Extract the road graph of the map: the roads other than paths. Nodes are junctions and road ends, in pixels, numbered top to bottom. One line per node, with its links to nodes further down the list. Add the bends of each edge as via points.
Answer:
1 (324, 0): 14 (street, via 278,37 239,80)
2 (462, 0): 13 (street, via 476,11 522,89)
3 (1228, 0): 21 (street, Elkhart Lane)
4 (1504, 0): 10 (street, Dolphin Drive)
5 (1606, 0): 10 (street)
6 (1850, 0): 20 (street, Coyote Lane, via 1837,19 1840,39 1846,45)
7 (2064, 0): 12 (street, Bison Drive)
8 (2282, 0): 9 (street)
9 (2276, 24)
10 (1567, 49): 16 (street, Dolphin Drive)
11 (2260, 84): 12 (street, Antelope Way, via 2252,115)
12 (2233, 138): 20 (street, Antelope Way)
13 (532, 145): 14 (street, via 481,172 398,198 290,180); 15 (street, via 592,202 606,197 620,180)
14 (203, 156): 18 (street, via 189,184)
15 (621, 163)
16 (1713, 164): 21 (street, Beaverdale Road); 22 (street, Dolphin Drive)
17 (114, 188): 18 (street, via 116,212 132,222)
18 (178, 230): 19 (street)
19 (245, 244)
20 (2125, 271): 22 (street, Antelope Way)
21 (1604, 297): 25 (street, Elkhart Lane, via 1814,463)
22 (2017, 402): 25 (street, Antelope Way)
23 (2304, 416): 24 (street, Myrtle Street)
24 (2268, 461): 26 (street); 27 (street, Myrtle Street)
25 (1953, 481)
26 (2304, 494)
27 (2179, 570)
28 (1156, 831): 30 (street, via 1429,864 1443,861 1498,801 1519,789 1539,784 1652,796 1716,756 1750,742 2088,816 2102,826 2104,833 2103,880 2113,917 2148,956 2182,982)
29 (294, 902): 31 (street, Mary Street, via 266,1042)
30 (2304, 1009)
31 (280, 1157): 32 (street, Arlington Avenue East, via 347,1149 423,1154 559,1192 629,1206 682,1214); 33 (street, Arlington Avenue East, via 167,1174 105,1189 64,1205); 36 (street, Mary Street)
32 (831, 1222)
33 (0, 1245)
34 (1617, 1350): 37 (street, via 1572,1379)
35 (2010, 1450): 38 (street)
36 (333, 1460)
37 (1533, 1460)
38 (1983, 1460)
■ ■ ■ ■
Scan the records above. Return every line with "Lane" in it.

RESULT BELOW -
3 (1228, 0): 21 (street, Elkhart Lane)
6 (1850, 0): 20 (street, Coyote Lane, via 1837,19 1840,39 1846,45)
21 (1604, 297): 25 (street, Elkhart Lane, via 1814,463)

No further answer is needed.